→ **RECORDS FOR THIS EXERCISE**:

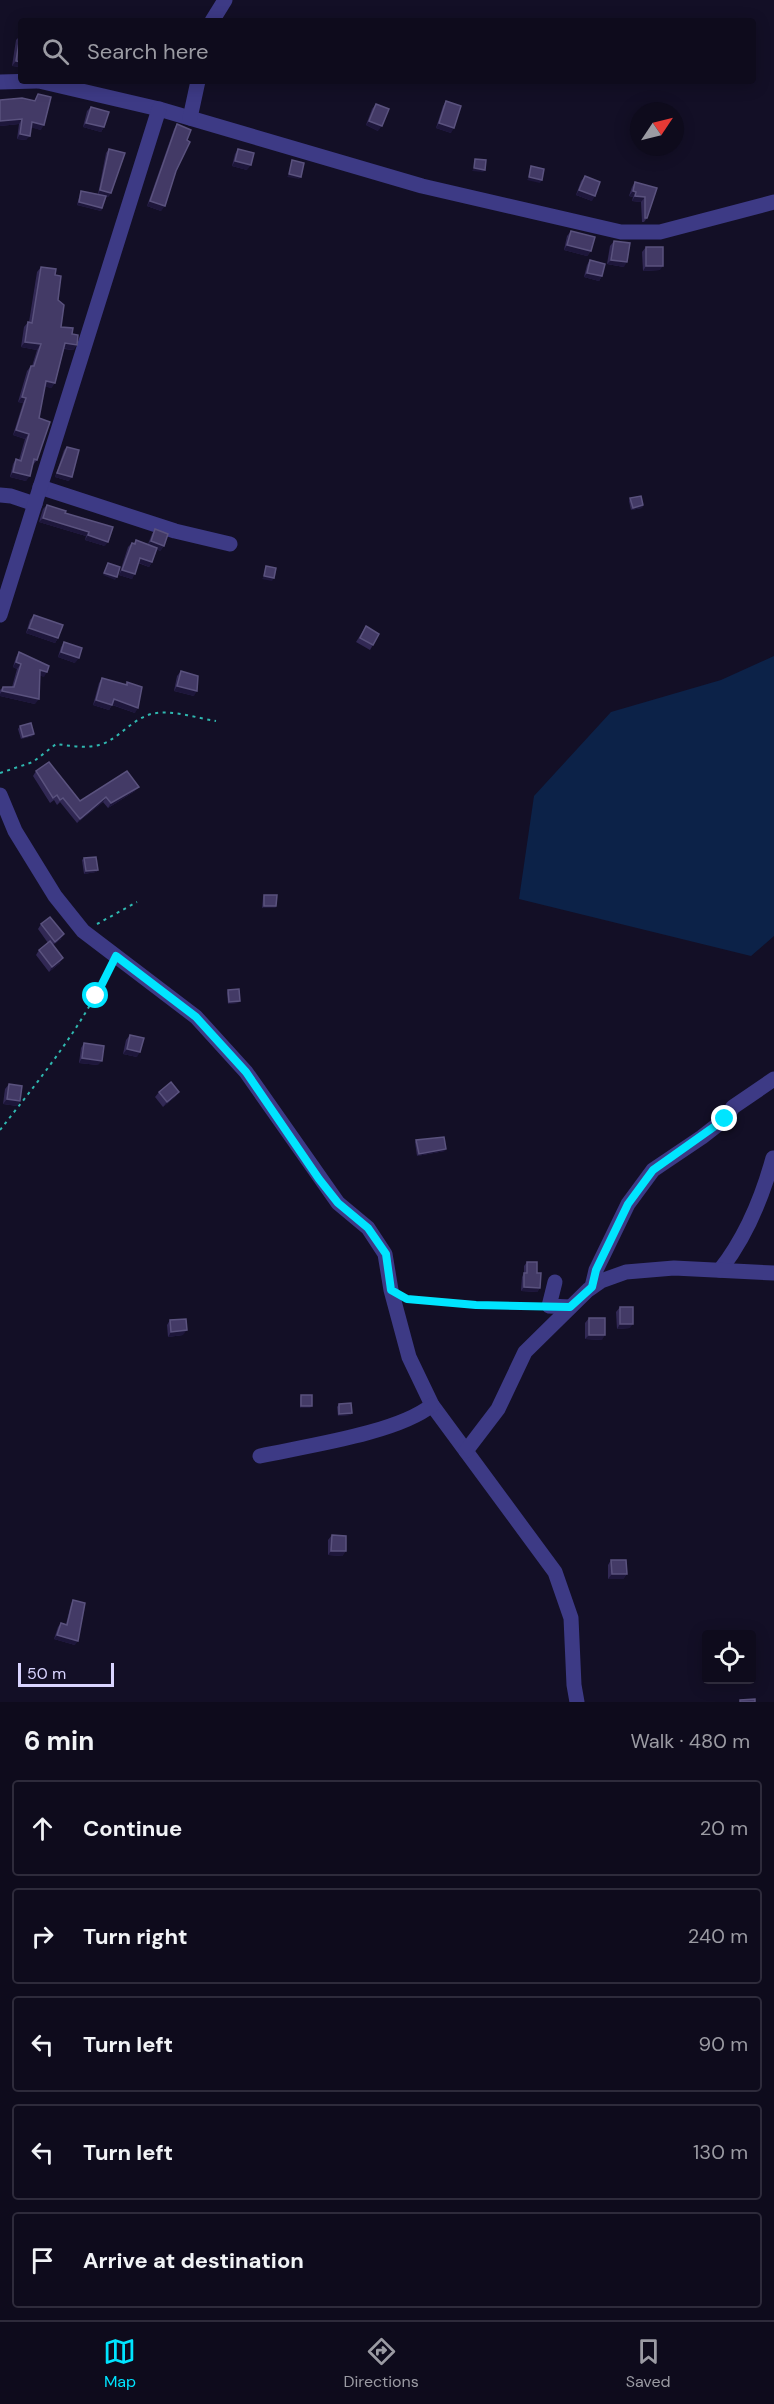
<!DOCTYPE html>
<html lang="en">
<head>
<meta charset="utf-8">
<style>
	:root { --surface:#0e0b1c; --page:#1c1929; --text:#f1f3f6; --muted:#9b9ba3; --line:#2e2b3b; --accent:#00e5ff }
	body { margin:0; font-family:"DM Sans",sans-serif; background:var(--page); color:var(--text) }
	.controls { position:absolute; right:18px; bottom:18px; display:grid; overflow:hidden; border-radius:6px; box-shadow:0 3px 15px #0003 }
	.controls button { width:54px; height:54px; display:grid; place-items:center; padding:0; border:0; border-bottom:2px solid var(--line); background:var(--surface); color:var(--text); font:30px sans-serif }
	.compass { position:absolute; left:630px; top:102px; width:54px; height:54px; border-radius:50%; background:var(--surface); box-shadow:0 3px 15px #0003; rotate:55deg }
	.scale { position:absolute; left:18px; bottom:15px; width:96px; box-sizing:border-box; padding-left:6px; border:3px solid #d9d4ff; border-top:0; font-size:16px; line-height:21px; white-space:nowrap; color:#d9d4ff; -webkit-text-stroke:4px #130f26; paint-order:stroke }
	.stop { position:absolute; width:18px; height:18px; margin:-14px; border:4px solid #00e5ff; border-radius:50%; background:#fff }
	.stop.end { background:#00e5ff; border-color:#fff; box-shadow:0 2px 6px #0008 }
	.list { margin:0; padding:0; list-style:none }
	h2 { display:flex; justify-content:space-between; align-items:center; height:78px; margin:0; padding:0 24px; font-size:26px }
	h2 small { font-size:20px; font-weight:400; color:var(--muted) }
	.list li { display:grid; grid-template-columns:39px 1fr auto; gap:18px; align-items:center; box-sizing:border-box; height:96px; margin:0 12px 12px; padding:0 12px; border:2px solid var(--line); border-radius:6px }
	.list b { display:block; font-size:22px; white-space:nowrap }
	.list em { font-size:20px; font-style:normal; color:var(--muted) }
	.icon { flex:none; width:33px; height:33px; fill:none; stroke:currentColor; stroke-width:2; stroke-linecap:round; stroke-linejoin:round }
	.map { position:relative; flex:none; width:774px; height:1702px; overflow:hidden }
	.search { position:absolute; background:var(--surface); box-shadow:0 3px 15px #0003; left:18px; right:18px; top:18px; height:66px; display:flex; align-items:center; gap:15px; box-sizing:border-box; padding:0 21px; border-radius:6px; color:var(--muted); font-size:22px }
	.sheet { height:618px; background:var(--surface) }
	nav { display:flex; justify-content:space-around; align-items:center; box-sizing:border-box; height:84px; border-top:2px solid var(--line); background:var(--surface); font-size:16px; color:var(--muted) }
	nav a { display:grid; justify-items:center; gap:3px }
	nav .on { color:var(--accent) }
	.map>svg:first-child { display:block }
</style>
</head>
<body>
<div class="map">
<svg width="774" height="1702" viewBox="0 0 774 1702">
	<rect width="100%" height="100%" fill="#130f26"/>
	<!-- water -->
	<path fill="#0c2248" d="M774 656V936L751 956 519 899 534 796 611 712 721 680Z"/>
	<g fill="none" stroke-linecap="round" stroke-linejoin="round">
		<!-- path -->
		<g stroke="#2fb8b0" stroke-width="2" stroke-dasharray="3 4.5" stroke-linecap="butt">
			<path d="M0 773 33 762 56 744C73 746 91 750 107 742 122 734 134 719 151 714 171 709 196 718 216 721"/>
			<path d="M97 924 137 902"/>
			<path d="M0 1130C40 1079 82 1027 109 969"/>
			<path d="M406 1299 476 1305 535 1306"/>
		</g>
		<!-- minor -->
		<g stroke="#3d3a85" stroke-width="15">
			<path d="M212 21 225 0"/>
			<path d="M39 81 159 109 422 186 621 232H660L774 202"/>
			<path d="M0 82 37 81"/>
			<path d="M190 118 198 81"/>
			<path d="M40 487 175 531 230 544"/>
			<path d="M0 495 11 496 35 504"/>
			<path d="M0 615 159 109"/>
			<path d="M0 795 15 831 55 896 83 931 196 1017 246 1072 338 1203 368 1228 385 1254 391 1290 409 1357 432 1405 555 1572 571 1618 574 1685 577 1702"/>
			<path d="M720 1270C746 1237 762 1198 773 1158"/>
			<path d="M555 1282 549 1306 570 1307"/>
			<path d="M592 1287 596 1270 628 1204 653 1170 702 1137 725 1119 733 1107 774 1079"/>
			<path d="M466 1451 498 1409 525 1352 588 1290 601 1281 626 1272 674 1268 774 1273"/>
			<path d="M260 1456C306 1446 398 1433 432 1405"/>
		</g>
	</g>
	<!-- wall -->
	<g fill="#312854">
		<path d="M20 36 21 67 12 66 16 40Z"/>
		<path d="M38 94 41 130 31 127 26 140 17 139 19 124 0 126V100L34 101Z"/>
		<path d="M446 101 451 133 436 128 443 106Z"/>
		<path d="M376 104 378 131 366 125 372 109Z"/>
		<path d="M91 107 104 127 101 132 83 127 87 111Z"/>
		<path d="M177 124 176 171 161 211 147 206 174 129Z"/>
		<path d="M109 149 111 193 108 197H106L101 211 77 205 80 194 81 191 98 194 106 153Z"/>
		<path d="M238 149 247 170 232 166 235 154Z"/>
		<path d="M585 176 592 201 576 195 581 181Z"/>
		<path d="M635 182 657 188 647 218 644 222H642L641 202 632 201 633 197 629 196 632 187Z"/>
		<path d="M571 231 591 251 587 256 564 250 567 236Z"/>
		<path d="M614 241 624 267 607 264 610 246Z"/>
		<path d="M646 247 660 270 643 271 642 252Z"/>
		<path d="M590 260 602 276 599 281 584 277 587 265Z"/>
		<path d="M41 267 55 275 61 327 72 334 77 345 73 350 64 349 55 383 51 388 45 386 39 418 37 460 33 465 26 481 10 477 13 464 16 459 19 460 25 439 13 435 23 403 18 402 27 371 31 366H32L37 350 21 347 24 327 28 322H29L37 272Z"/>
		<path d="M67 447 69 481 55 477 64 450Z"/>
		<path d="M630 498 643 505 642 508 631 510 629 501Z"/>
		<path d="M47 505 65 513 105 546 85 540 86 536 39 522 43 509Z"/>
		<path d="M155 529 164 546 160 551 157 549 152 562 149 567 138 563 132 579 119 575 128 547 132 543H134L136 540 148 544 152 534Z"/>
		<path d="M34 615 58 638 55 643 26 633 30 620Z"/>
		<path d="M366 626 373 645 370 650 356 642Z"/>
		<path d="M64 642 75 663 58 657 61 647Z"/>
		<path d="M19 652 44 677 40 675 35 704 0 696V690L3 687H12L17 669 13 667 16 657Z"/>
		<path d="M181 671 194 696 174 691 177 676Z"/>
		<path d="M102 678 125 685 127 682 135 713 112 705 109 710 93 705 99 683Z"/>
		<path d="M20 726 34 734 33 736 21 739 18 729Z"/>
		<path d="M36 771 80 801 135 791 108 808 103 802 77 823 60 802 57 805 54 800 50 803 33 776Z"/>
		<path d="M84 858 98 870 96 872 84 874 82 860Z"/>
		<path d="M264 895 276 906 275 908H262L263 898Z"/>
		<path d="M41 924 61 939 53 945 60 963 49 972 36 955 39 950 48 943 38 929Z"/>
		<path d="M228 990 238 1003 228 1004 227 993Z"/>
		<path d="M130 1035 137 1057 123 1054 126 1040Z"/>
		<path d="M84 1043 98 1065 79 1063 81 1048Z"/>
		<path d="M9 1084 20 1101 17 1106 3 1104 5 1089Z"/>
		<path d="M159 1092H179L175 1097 163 1107 155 1097Z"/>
		<path d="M416 1140 445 1151 417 1156 415 1142Z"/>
		<path d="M527 1262 537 1273 540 1288 537 1292 521 1291 522 1277 524 1273V1266Z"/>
		<path d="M620 1307 630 1328 617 1329 616 1312Z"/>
		<path d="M589 1318 602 1340 585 1339V1323Z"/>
		<path d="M170 1320 183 1335 168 1337 167 1325Z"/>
		<path d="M301 1395 310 1408H300V1398Z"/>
		<path d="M339 1404 352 1413 350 1415 338 1416 337 1407Z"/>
		<path d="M332 1535 346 1551 342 1556 328 1555V1540Z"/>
		<path d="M611 1560 627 1574 623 1579H608V1565Z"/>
		<path d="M73 1600 75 1645 54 1639 58 1627 61 1623 66 1624 71 1604Z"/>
	</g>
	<!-- shaded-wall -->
	<g fill="#1d163a">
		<path d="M16 61 21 62V67L12 66Z"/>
		<path d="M22 119 19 124 0 126V121Z"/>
		<path d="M369 121 382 126 378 131 366 125Z"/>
		<path d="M32 122 44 125 41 130 29 127Z"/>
		<path d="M86 123 104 127 101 132 83 127Z"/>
		<path d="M439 123 454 128 451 133 436 128Z"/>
		<path d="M20 134 30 136 26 140 17 139Z"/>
		<path d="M235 161 251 165 247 170 232 166Z"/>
		<path d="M474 168 485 170 483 172 472 171Z"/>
		<path d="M289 174 301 177 299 179 287 177Z"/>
		<path d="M529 177 542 180 540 183 527 180Z"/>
		<path d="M100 190 111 193 108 197 98 195Z"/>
		<path d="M579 190 595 196 592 201 576 195Z"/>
		<path d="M633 191 636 192 633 197 629 196Z"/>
		<path d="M635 196 645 197 641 202 632 201Z"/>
		<path d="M150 201 165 206 161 211 147 206Z"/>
		<path d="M79 202 102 208 101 211 77 205Z"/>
		<path d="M567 245 591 251 587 256 564 250Z"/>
		<path d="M611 260 627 262 624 267 607 264Z"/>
		<path d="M646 266H663L660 270 643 271Z"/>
		<path d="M587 273 602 276 599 281 584 277Z"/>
		<path d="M25 342 41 344 37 350 21 347Z"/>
		<path d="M65 343 77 345 73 350 62 348Z"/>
		<path d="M46 381 55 383 51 388 42 386Z"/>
		<path d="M22 397 26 398 23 403 18 402Z"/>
		<path d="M16 430 29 434 25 439 13 435Z"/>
		<path d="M13 472 30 476 26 481 10 477Z"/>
		<path d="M57 473 72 477 69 481 55 477Z"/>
		<path d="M643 505 642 508 631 510 633 508Z"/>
		<path d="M43 518 89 532 86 536 39 522Z"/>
		<path d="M88 535 108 542 105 546 85 540Z"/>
		<path d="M151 541 164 546 160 551 147 545Z"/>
		<path d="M140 558 152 562 149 567 137 562Z"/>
		<path d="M122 570 135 574 132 579 119 575Z"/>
		<path d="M104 573 117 577 115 580 103 575Z"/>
		<path d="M264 576 274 578 272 581 262 579Z"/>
		<path d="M29 628 58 638 55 643 26 633Z"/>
		<path d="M61 652 79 658 75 663 58 657Z"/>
		<path d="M16 662 21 664 17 669 13 667Z"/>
		<path d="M40 670 47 672 44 677 37 674Z"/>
		<path d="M177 686 197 691 194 696 174 691Z"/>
		<path d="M2 691 39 699 35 704 0 696V694Z"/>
		<path d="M114 699 138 708 135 713 110 704Z"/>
		<path d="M96 700 112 705 109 710 93 705Z"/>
		<path d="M34 734 33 736 21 739 23 737Z"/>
		<path d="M139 787 135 791 108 808 111 803Z"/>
		<path d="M106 797 103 802 77 823 80 819Z"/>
		<path d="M98 870 96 872 84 874 86 871Z"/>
		<path d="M264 906H276L275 908H262Z"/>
		<path d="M64 934 61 939 51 946 55 942Z"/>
		<path d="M63 958 60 963 49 972 52 967Z"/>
		<path d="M240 1001 238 1003 228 1004 229 1002Z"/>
		<path d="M127 1049 140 1052 137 1057 123 1054Z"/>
		<path d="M82 1058 102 1061 98 1065 79 1063Z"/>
		<path d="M179 1092 175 1097 163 1107 167 1102Z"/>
		<path d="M7 1099 20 1101 17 1106 3 1104Z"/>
		<path d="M446 1149 445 1151 417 1156 419 1154Z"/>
		<path d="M524 1287 540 1288 537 1292 521 1291Z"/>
		<path d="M620 1324H633L630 1328 617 1329Z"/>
		<path d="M187 1330 183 1335 168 1337 171 1332Z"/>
		<path d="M589 1335H605L602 1340 585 1339Z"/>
		<path d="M301 1406H312L310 1408H300Z"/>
		<path d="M352 1413 350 1415 338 1416 339 1414Z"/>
		<path d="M331 1551H346L342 1556 328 1555Z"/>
		<path d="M612 1574H627L623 1579H608Z"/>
		<path d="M57 1635 78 1641 75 1645 54 1639Z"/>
	</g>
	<!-- building -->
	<g fill="#433a66" stroke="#5a527e" stroke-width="1.5">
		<path d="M20 36H21V62L16 61Z"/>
		<path d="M38 94 51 97 44 125 32 122 30 136 20 134 22 119 0 121V100L22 98 35 101Z"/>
		<path d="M446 101 461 106 454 128 439 123Z"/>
		<path d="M376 104 389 109 382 126 369 121Z"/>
		<path d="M91 107 109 112 104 127 86 123Z"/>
		<path d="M177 124 191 130 187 140 190 142 176 171 165 206 150 201Z"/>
		<path d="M109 149 125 153 111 193 100 190Z"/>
		<path d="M238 149 254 153 251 165 235 161Z"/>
		<path d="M475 159 486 160 485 170 474 168Z"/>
		<path d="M292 160 304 163 301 177 289 174Z"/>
		<path d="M531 166 544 169 542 180 529 177Z"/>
		<path d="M585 176 600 182 595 196 579 190Z"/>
		<path d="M635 182 657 188 647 218H645V197L635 196 636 192 633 191Z"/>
		<path d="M81 191 106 196 102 208 79 202Z"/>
		<path d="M571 231 595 237 591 251 567 245Z"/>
		<path d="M614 241 630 243 627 262 611 260Z"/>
		<rect x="646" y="247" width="17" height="19"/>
		<path d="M590 260 605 264 602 276 587 273Z"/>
		<path d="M41 267 56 269 55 275 61 276 58 300 64 305 61 327 73 328 72 334 78 335 77 345 65 343 55 383 46 381 39 418 50 422 37 460 34 459 30 476 13 472 16 459 21 461 29 434 16 430 26 398 22 397 31 366H34L41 344 25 342 28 322 32 323Z"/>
		<path d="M67 447 79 450 72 477 57 473Z"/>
		<path d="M641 496 643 505 633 508 630 498Z"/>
		<path d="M47 505 66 511 65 513 113 527 108 542 88 535 89 532 43 518Z"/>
		<path d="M155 529 168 534 164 546 151 541Z"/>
		<path d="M136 540 157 548 152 562 140 558 135 574 122 570 132 543 135 544Z"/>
		<path d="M108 563 120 567 117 577 104 573Z"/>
		<path d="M266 566 276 568 274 578 264 576Z"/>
		<path d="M34 615 63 625 58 638 29 628Z"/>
		<path d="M366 626 379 634 373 645 360 638Z"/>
		<path d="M64 642 82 648 79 658 61 652Z"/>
		<path d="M19 652 49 666 47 672 40 670 39 699 2 691 3 687H14L21 664 16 662Z"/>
		<path d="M181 671 198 676 197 691 177 686Z"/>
		<path d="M102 678 127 685V682L142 687 138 708 114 699 112 705 96 700Z"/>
		<path d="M31 723 34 734 23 737 20 726Z"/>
		<path d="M49 762 80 801 127 771 139 787 111 803 106 797 80 819 63 798 60 800 57 795 53 798 36 771Z"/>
		<path d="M96 857 98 870 86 871 84 858Z"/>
		<path d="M264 895H277L276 906H264Z"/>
		<path d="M50 917 64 934 55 942 41 924Z"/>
		<path d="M50 941 63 958 52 967 39 950Z"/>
		<path d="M239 989 240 1001 229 1002 228 990Z"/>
		<path d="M130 1035 144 1038 140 1052 127 1049Z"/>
		<path d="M84 1043 104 1046 102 1061 82 1058Z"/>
		<path d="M171 1082 179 1092 167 1102 159 1092Z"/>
		<path d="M9 1084 22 1086 20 1101 7 1099Z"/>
		<path d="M444 1137 446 1149 419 1154 416 1140Z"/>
		<path d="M527 1262H537V1273H541L540 1288 524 1287V1273H527Z"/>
		<rect x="620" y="1307" width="13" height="17"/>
		<rect x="589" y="1318" width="16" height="17"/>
		<path d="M186 1319 187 1330 171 1332 170 1320Z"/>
		<rect x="301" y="1395" width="11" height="11"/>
		<path d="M351 1403 352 1413 339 1414V1404Z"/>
		<path d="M332 1535 346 1536V1551H331Z"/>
		<path d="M611 1560H626L627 1574H612Z"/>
		<path d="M73 1600 85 1603 78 1641 57 1635 61 1623 67 1625Z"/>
		<path d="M755 1699V1702H740V1700Z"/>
	</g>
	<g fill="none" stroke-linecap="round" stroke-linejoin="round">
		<!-- route -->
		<path stroke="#00e5ff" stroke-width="8" d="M96 996 116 956 196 1017 246 1072 319 1179 338 1203 368 1228 386 1254 391 1290 407 1299 476 1305 570 1307 592 1287 596 1270 628 1204 653 1170 725 1119"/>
	</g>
</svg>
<div class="controls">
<button><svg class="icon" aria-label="locate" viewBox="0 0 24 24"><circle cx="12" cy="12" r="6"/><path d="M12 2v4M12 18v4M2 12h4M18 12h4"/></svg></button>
</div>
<svg class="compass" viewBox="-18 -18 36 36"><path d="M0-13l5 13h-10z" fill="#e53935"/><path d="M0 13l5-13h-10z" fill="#9b9ba3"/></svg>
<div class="scale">50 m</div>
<div class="stop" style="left:96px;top:996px"></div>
<div class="stop end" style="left:725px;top:1119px"></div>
<div class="search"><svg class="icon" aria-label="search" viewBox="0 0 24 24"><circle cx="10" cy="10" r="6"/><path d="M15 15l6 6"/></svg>Search here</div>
</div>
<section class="sheet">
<h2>6 min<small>Walk · 480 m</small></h2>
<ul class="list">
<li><svg class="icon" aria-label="ahead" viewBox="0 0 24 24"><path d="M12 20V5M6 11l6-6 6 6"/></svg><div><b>Continue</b></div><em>20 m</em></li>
<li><svg class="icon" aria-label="right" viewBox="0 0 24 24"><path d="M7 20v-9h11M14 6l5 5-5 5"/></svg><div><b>Turn right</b></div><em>240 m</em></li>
<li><svg class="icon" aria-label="left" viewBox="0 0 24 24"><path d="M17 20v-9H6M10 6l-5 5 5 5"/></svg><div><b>Turn left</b></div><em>90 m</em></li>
<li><svg class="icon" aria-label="left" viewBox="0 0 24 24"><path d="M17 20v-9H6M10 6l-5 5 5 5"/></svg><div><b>Turn left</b></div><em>130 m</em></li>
<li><svg class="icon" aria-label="arrive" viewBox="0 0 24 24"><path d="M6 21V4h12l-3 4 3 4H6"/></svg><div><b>Arrive at destination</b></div></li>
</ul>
</section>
<nav>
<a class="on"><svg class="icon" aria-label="map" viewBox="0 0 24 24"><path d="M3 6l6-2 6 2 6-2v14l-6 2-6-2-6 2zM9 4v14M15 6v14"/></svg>Map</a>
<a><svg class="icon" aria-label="directions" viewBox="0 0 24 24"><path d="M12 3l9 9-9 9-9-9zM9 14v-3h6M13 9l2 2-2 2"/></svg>Directions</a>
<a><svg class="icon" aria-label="saved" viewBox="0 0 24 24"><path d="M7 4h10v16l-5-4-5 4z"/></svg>Saved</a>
</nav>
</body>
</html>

→ **EXERCISE AIM**:
Only the lines from the one containing "<h2>6 min<small>Walk · 480 m</small></h2>" through the end of the records above belong in the answer, each exactly as written.

→ **OUTPUT FOR THIS EXERCISE**:
<h2>6 min<small>Walk · 480 m</small></h2>
<ul class="list">
<li><svg class="icon" aria-label="ahead" viewBox="0 0 24 24"><path d="M12 20V5M6 11l6-6 6 6"/></svg><div><b>Continue</b></div><em>20 m</em></li>
<li><svg class="icon" aria-label="right" viewBox="0 0 24 24"><path d="M7 20v-9h11M14 6l5 5-5 5"/></svg><div><b>Turn right</b></div><em>240 m</em></li>
<li><svg class="icon" aria-label="left" viewBox="0 0 24 24"><path d="M17 20v-9H6M10 6l-5 5 5 5"/></svg><div><b>Turn left</b></div><em>90 m</em></li>
<li><svg class="icon" aria-label="left" viewBox="0 0 24 24"><path d="M17 20v-9H6M10 6l-5 5 5 5"/></svg><div><b>Turn left</b></div><em>130 m</em></li>
<li><svg class="icon" aria-label="arrive" viewBox="0 0 24 24"><path d="M6 21V4h12l-3 4 3 4H6"/></svg><div><b>Arrive at destination</b></div></li>
</ul>
</section>
<nav>
<a class="on"><svg class="icon" aria-label="map" viewBox="0 0 24 24"><path d="M3 6l6-2 6 2 6-2v14l-6 2-6-2-6 2zM9 4v14M15 6v14"/></svg>Map</a>
<a><svg class="icon" aria-label="directions" viewBox="0 0 24 24"><path d="M12 3l9 9-9 9-9-9zM9 14v-3h6M13 9l2 2-2 2"/></svg>Directions</a>
<a><svg class="icon" aria-label="saved" viewBox="0 0 24 24"><path d="M7 4h10v16l-5-4-5 4z"/></svg>Saved</a>
</nav>
</body>
</html>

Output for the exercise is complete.